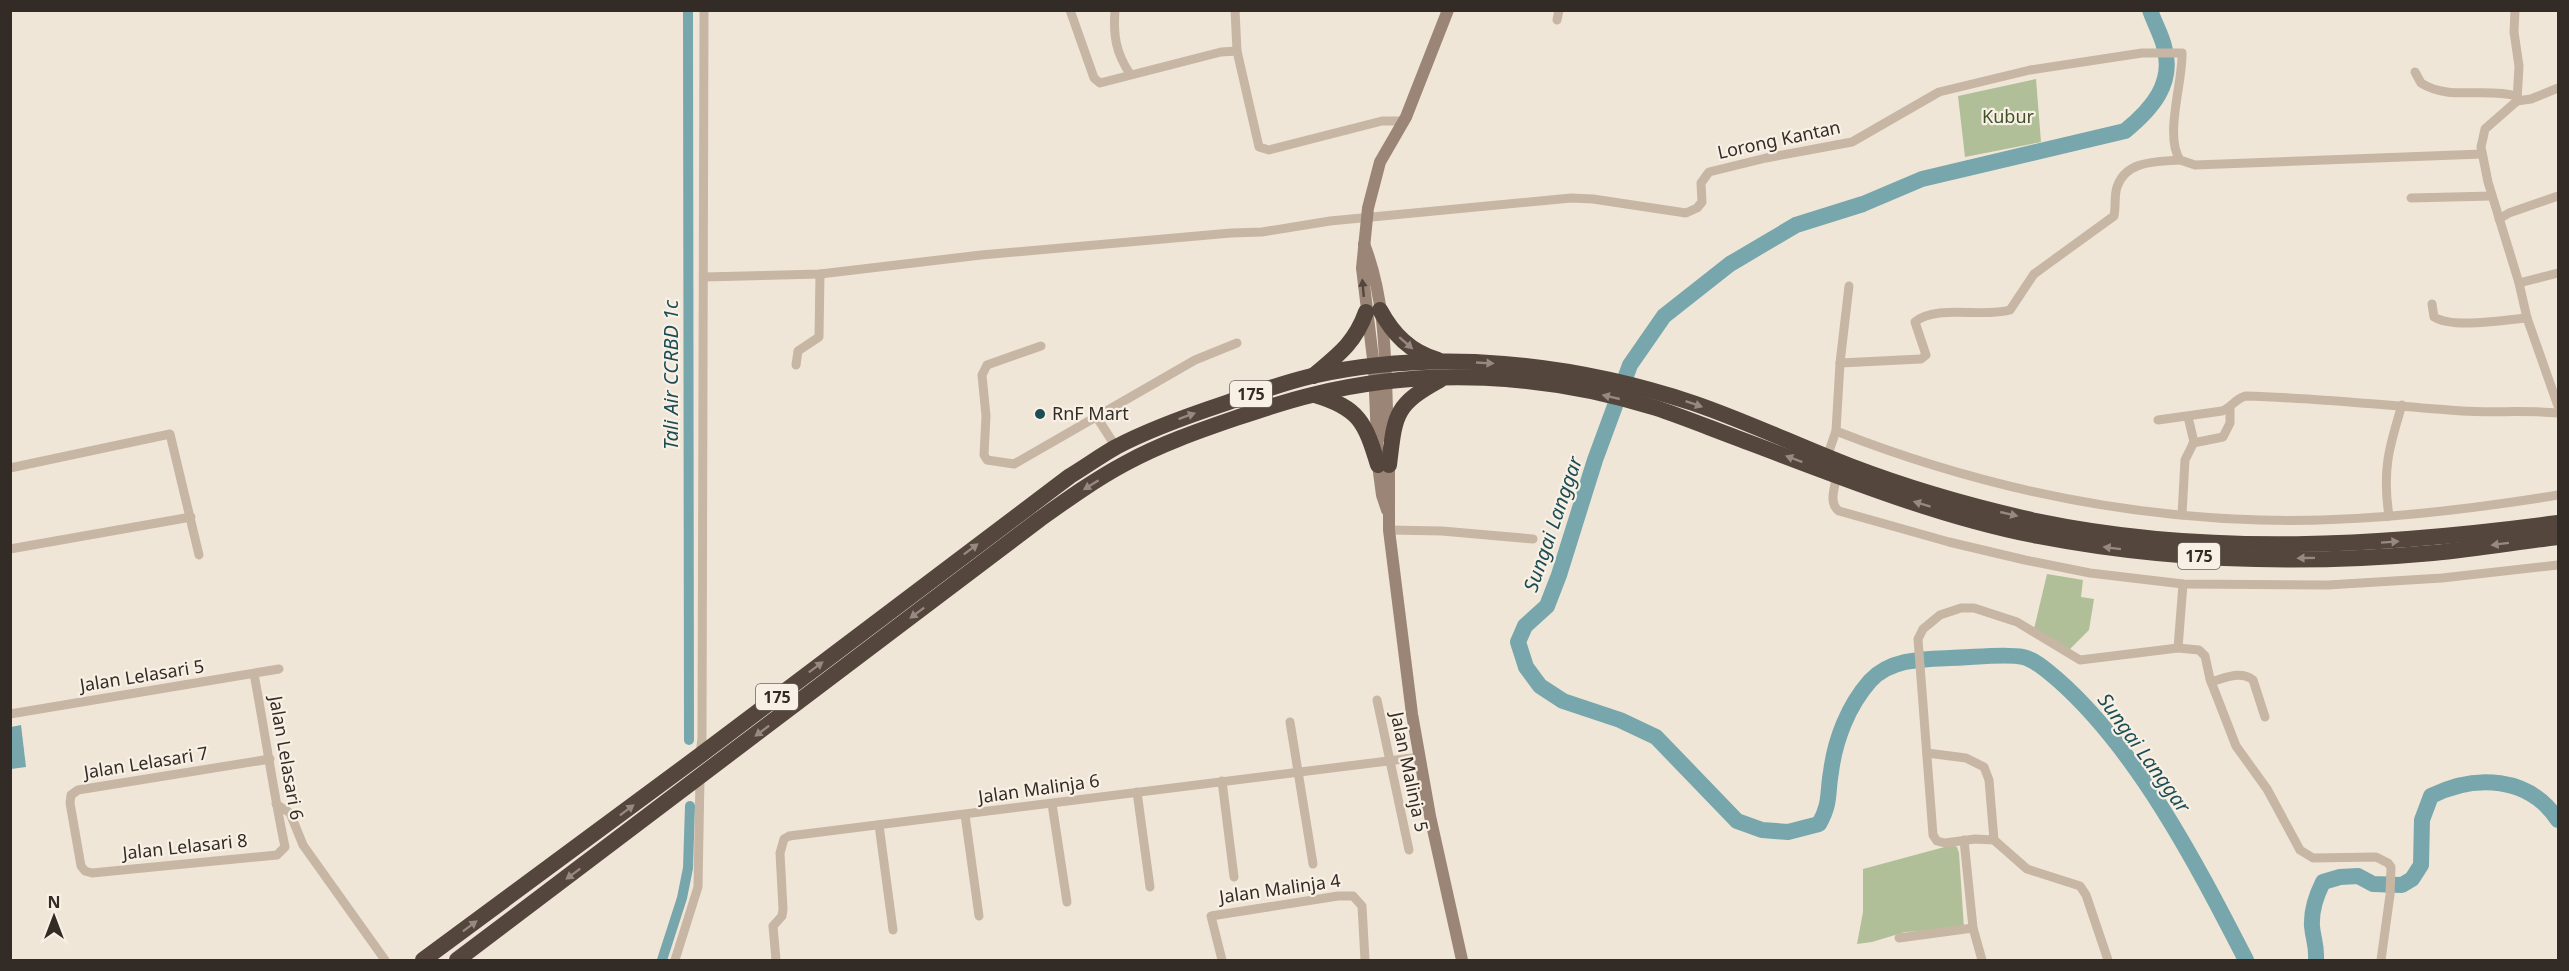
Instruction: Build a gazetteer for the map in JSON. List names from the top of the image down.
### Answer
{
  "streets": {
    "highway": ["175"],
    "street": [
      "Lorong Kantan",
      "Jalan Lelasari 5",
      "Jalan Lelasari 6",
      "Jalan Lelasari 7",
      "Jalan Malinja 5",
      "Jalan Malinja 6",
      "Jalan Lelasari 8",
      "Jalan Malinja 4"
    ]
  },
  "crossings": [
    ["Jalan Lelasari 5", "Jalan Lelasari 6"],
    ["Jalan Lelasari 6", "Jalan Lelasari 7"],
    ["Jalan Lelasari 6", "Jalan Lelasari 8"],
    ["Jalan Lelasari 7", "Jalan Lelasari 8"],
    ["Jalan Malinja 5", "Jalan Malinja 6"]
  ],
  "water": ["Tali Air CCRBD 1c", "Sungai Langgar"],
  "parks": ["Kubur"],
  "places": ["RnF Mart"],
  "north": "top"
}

● ● ● ● ●

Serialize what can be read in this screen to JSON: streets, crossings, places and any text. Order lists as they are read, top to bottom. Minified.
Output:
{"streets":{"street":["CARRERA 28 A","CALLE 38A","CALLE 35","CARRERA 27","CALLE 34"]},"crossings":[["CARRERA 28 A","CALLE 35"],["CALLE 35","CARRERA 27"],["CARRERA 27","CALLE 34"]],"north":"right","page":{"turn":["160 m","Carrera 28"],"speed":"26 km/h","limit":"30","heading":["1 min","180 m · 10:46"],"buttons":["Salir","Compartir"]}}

● ● ● ● ●

TRY IT: Scan the material above for the string "JSON" and copy every line that has it.

RESULT FOR THIS TASK:
Instruction: Build a gazetteer for the map in JSON. List names from the top of the image down.
Serialize what can be read in this screen to JSON: streets, crossings, places and any text. Order lists as they are read, top to bottom. Minified.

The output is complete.